Data items:
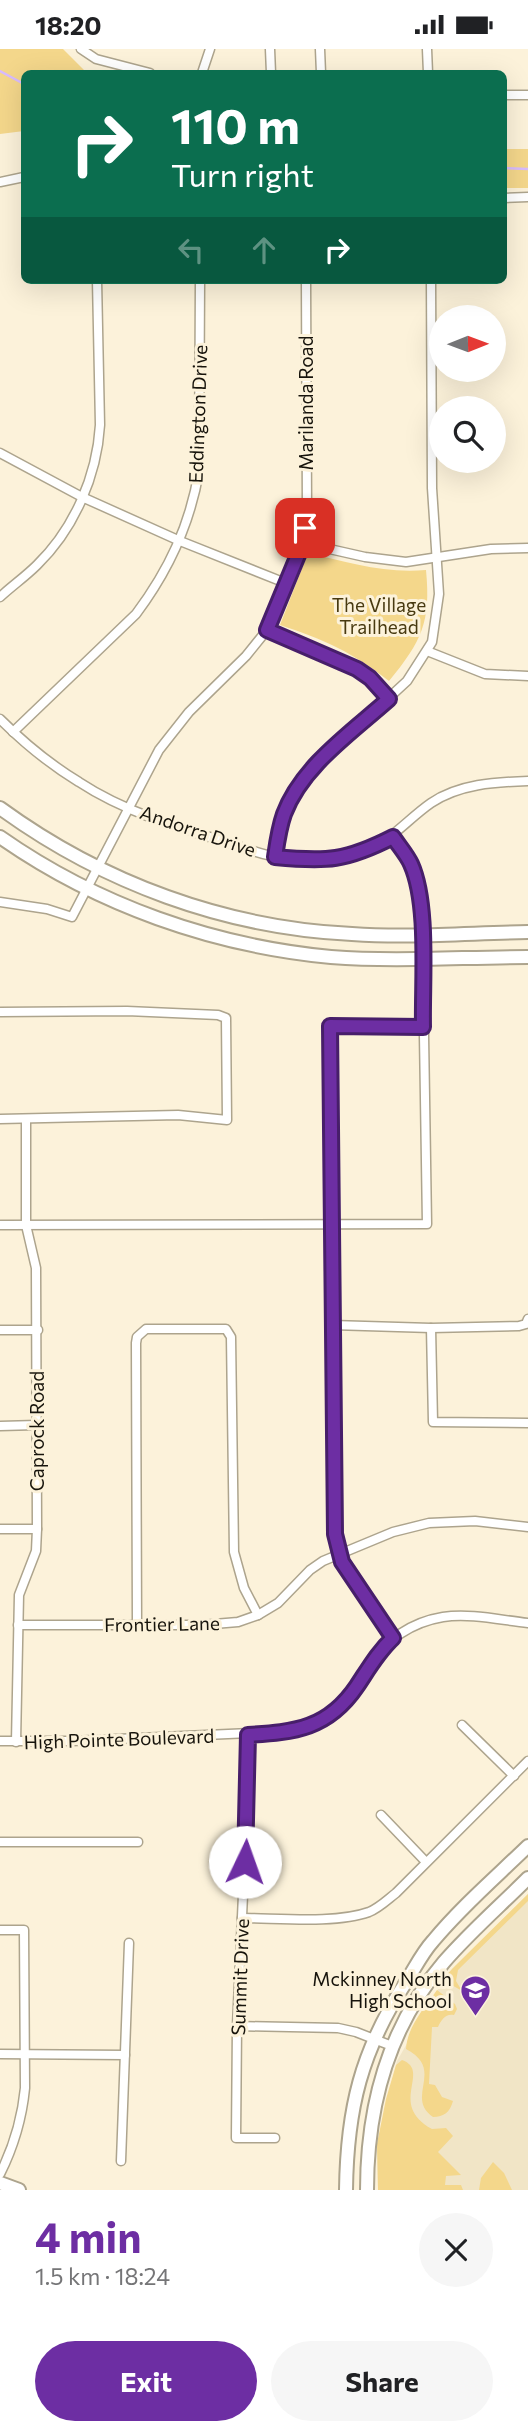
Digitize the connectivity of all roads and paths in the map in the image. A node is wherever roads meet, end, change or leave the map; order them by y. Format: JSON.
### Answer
{"nodes":[{"id":1,"x":81,"y":49,"type":"edge"},
{"id":2,"x":100,"y":49,"type":"edge"},
{"id":3,"x":210,"y":49,"type":"edge"},
{"id":4,"x":270,"y":49,"type":"edge"},
{"id":5,"x":320,"y":49,"type":"edge"},
{"id":6,"x":427,"y":49,"type":"edge"},
{"id":7,"x":96,"y":59,"type":"junction"},
{"id":8,"x":138,"y":70,"type":"edge"},
{"id":9,"x":203,"y":70,"type":"edge"},
{"id":10,"x":271,"y":70,"type":"edge"},
{"id":11,"x":321,"y":70,"type":"edge"},
{"id":12,"x":428,"y":70,"type":"edge"},
{"id":13,"x":507,"y":95,"type":"edge"},
{"id":14,"x":528,"y":95,"type":"edge"},
{"id":15,"x":21,"y":178,"type":"edge"},
{"id":16,"x":0,"y":182,"type":"edge"},
{"id":17,"x":528,"y":197,"type":"edge"},
{"id":18,"x":507,"y":198,"type":"edge"},
{"id":19,"x":97,"y":284,"type":"edge"},
{"id":20,"x":200,"y":284,"type":"edge"},
{"id":21,"x":306,"y":284,"type":"edge"},
{"id":22,"x":431,"y":284,"type":"edge"},
{"id":23,"x":0,"y":453,"type":"edge"},
{"id":24,"x":82,"y":497,"type":"junction"},
{"id":25,"x":180,"y":541,"type":"junction"},
{"id":26,"x":303,"y":543,"type":"junction"},
{"id":27,"x":528,"y":548,"type":"edge"},
{"id":28,"x":436,"y":558,"type":"junction"},
{"id":29,"x":288,"y":584,"type":"junction"},
{"id":30,"x":0,"y":597,"type":"edge"},
{"id":31,"x":267,"y":630,"type":"junction"},
{"id":32,"x":427,"y":652,"type":"junction"},
{"id":33,"x":528,"y":676,"type":"edge"},
{"id":34,"x":389,"y":699,"type":"junction"},
{"id":35,"x":0,"y":719,"type":"edge"},
{"id":36,"x":13,"y":732,"type":"junction"},
{"id":37,"x":528,"y":781,"type":"edge"},
{"id":38,"x":128,"y":807,"type":"junction"},
{"id":39,"x":0,"y":808,"type":"edge"},
{"id":40,"x":0,"y":837,"type":"edge"},
{"id":41,"x":393,"y":837,"type":"junction"},
{"id":42,"x":275,"y":857,"type":"junction"},
{"id":43,"x":99,"y":869,"type":"junction"},
{"id":44,"x":88,"y":889,"type":"junction"},
{"id":45,"x":0,"y":902,"type":"edge"},
{"id":46,"x":528,"y":932,"type":"edge"},
{"id":47,"x":422,"y":935,"type":"junction"},
{"id":48,"x":528,"y":957,"type":"edge"},
{"id":49,"x":422,"y":958,"type":"junction"},
{"id":50,"x":0,"y":1012,"type":"edge"},
{"id":51,"x":423,"y":1027,"type":"junction"},
{"id":52,"x":0,"y":1119,"type":"edge"},
{"id":53,"x":26,"y":1119,"type":"junction"},
{"id":54,"x":26,"y":1224,"type":"junction"},
{"id":55,"x":331,"y":1224,"type":"junction"},
{"id":56,"x":0,"y":1225,"type":"edge"},
{"id":57,"x":527,"y":1322,"type":"edge"},
{"id":58,"x":332,"y":1325,"type":"junction"},
{"id":59,"x":431,"y":1328,"type":"junction"},
{"id":60,"x":0,"y":1329,"type":"edge"},
{"id":61,"x":37,"y":1330,"type":"junction"},
{"id":62,"x":528,"y":1423,"type":"edge"},
{"id":63,"x":37,"y":1425,"type":"junction"},
{"id":64,"x":0,"y":1426,"type":"edge"},
{"id":65,"x":528,"y":1527,"type":"edge"},
{"id":66,"x":0,"y":1529,"type":"edge"},
{"id":67,"x":37,"y":1529,"type":"junction"},
{"id":68,"x":339,"y":1553,"type":"junction"},
{"id":69,"x":258,"y":1615,"type":"junction"},
{"id":70,"x":528,"y":1623,"type":"edge"},
{"id":71,"x":18,"y":1625,"type":"junction"},
{"id":72,"x":137,"y":1625,"type":"junction"},
{"id":73,"x":393,"y":1638,"type":"junction"},
{"id":74,"x":462,"y":1725,"type":"dead end"},
{"id":75,"x":248,"y":1735,"type":"junction"},
{"id":76,"x":0,"y":1741,"type":"edge"},
{"id":77,"x":16,"y":1742,"type":"junction"},
{"id":78,"x":528,"y":1762,"type":"edge"},
{"id":79,"x":514,"y":1776,"type":"junction"},
{"id":80,"x":381,"y":1815,"type":"dead end"},
{"id":81,"x":0,"y":1842,"type":"edge"},
{"id":82,"x":138,"y":1842,"type":"dead end"},
{"id":83,"x":528,"y":1846,"type":"edge"},
{"id":84,"x":426,"y":1862,"type":"junction"},
{"id":85,"x":528,"y":1878,"type":"edge"},
{"id":86,"x":242,"y":1918,"type":"junction"},
{"id":87,"x":0,"y":1930,"type":"edge"},
{"id":88,"x":129,"y":1943,"type":"dead end"},
{"id":89,"x":237,"y":2026,"type":"junction"},
{"id":90,"x":374,"y":2039,"type":"junction"},
{"id":91,"x":392,"y":2046,"type":"junction"},
{"id":92,"x":0,"y":2054,"type":"edge"},
{"id":93,"x":125,"y":2055,"type":"junction"},
{"id":94,"x":25,"y":2056,"type":"junction"},
{"id":95,"x":275,"y":2138,"type":"dead end"},
{"id":96,"x":121,"y":2161,"type":"dead end"},
{"id":97,"x":0,"y":2174,"type":"edge"},
{"id":98,"x":0,"y":2183,"type":"edge"},
{"id":99,"x":19,"y":2190,"type":"edge"},
{"id":100,"x":346,"y":2190,"type":"edge"},
{"id":101,"x":366,"y":2190,"type":"edge"}],
"edges":[{"from":1,"to":7,"type":"street"},
{"from":2,"to":7,"type":"street"},
{"from":3,"to":9,"type":"street"},
{"from":4,"to":10,"type":"street"},
{"from":5,"to":11,"type":"street"},
{"from":6,"to":12,"type":"street"},
{"from":7,"to":8,"type":"street"},
{"from":13,"to":14,"type":"street"},
{"from":15,"to":16,"type":"street"},
{"from":17,"to":18,"type":"street"},
{"from":19,"to":24,"type":"street"},
{"from":20,"to":25,"type":"street","name":"Eddington Drive"},
{"from":21,"to":26,"type":"street","name":"Marilanda Road"},
{"from":22,"to":28,"type":"street"},
{"from":23,"to":24,"type":"street"},
{"from":24,"to":25,"type":"street"},
{"from":24,"to":30,"type":"street"},
{"from":25,"to":29,"type":"street"},
{"from":25,"to":36,"type":"street","name":"Eddington Drive"},
{"from":26,"to":28,"type":"street"},
{"from":26,"to":29,"type":"street","name":"Marilanda Road"},
{"from":27,"to":28,"type":"street"},
{"from":28,"to":32,"type":"street"},
{"from":29,"to":31,"type":"street","name":"Marilanda Road"},
{"from":31,"to":34,"type":"street"},
{"from":31,"to":38,"type":"street","name":"Marilanda Road"},
{"from":32,"to":33,"type":"street"},
{"from":32,"to":34,"type":"street"},
{"from":34,"to":42,"type":"street"},
{"from":35,"to":36,"type":"street","name":"Andorra Drive"},
{"from":36,"to":38,"type":"street","name":"Andorra Drive"},
{"from":37,"to":41,"type":"street","name":"Andorra Drive"},
{"from":38,"to":42,"type":"street","name":"Andorra Drive"},
{"from":38,"to":43,"type":"street","name":"Marilanda Road"},
{"from":39,"to":43,"type":"main road"},
{"from":40,"to":44,"type":"main road"},
{"from":41,"to":42,"type":"street","name":"Andorra Drive"},
{"from":41,"to":47,"type":"street"},
{"from":43,"to":44,"type":"street","name":"Marilanda Road"},
{"from":43,"to":47,"type":"main road"},
{"from":44,"to":45,"type":"street","name":"Marilanda Road"},
{"from":44,"to":49,"type":"main road"},
{"from":46,"to":47,"type":"main road"},
{"from":47,"to":49,"type":"street"},
{"from":48,"to":49,"type":"main road"},
{"from":49,"to":51,"type":"street"},
{"from":50,"to":53,"type":"street"},
{"from":51,"to":55,"type":"street"},
{"from":51,"to":55,"type":"street"},
{"from":52,"to":53,"type":"street"},
{"from":53,"to":54,"type":"street","name":"Caprock Road"},
{"from":54,"to":55,"type":"street"},
{"from":54,"to":56,"type":"street"},
{"from":54,"to":61,"type":"street","name":"Caprock Road"},
{"from":55,"to":58,"type":"street"},
{"from":57,"to":59,"type":"street"},
{"from":58,"to":59,"type":"street"},
{"from":58,"to":68,"type":"street"},
{"from":59,"to":62,"type":"street"},
{"from":60,"to":61,"type":"street"},
{"from":61,"to":63,"type":"street","name":"Caprock Road"},
{"from":63,"to":64,"type":"street"},
{"from":63,"to":67,"type":"street","name":"Caprock Road"},
{"from":65,"to":68,"type":"street","name":"Frontier Lane"},
{"from":66,"to":67,"type":"street"},
{"from":67,"to":71,"type":"street","name":"Caprock Road"},
{"from":68,"to":69,"type":"street","name":"Frontier Lane"},
{"from":68,"to":73,"type":"street"},
{"from":69,"to":72,"type":"street","name":"Frontier Lane"},
{"from":69,"to":72,"type":"street"},
{"from":70,"to":73,"type":"street","name":"High Pointe Boulevard"},
{"from":71,"to":72,"type":"street","name":"Frontier Lane"},
{"from":71,"to":77,"type":"street","name":"Caprock Road"},
{"from":73,"to":75,"type":"street","name":"High Pointe Boulevard"},
{"from":74,"to":79,"type":"street"},
{"from":75,"to":77,"type":"street","name":"High Pointe Boulevard"},
{"from":75,"to":86,"type":"street","name":"Summit Drive"},
{"from":76,"to":77,"type":"street","name":"High Pointe Boulevard"},
{"from":78,"to":79,"type":"street"},
{"from":79,"to":84,"type":"street"},
{"from":80,"to":84,"type":"street"},
{"from":81,"to":82,"type":"street"},
{"from":83,"to":90,"type":"main road"},
{"from":84,"to":86,"type":"street"},
{"from":85,"to":91,"type":"main road"},
{"from":86,"to":89,"type":"street","name":"Summit Drive"},
{"from":87,"to":94,"type":"street"},
{"from":88,"to":93,"type":"street"},
{"from":89,"to":90,"type":"street"},
{"from":89,"to":95,"type":"street","name":"Summit Drive"},
{"from":90,"to":91,"type":"street"},
{"from":90,"to":100,"type":"main road"},
{"from":91,"to":101,"type":"main road"},
{"from":92,"to":94,"type":"street"},
{"from":93,"to":94,"type":"street"},
{"from":93,"to":96,"type":"street"},
{"from":94,"to":97,"type":"street"},
{"from":98,"to":99,"type":"main road"}]}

**To do:**
The word "High" appears on some lines of the data above; say how many such lines there are, with nothing else.

**Answer for this exercise:**
4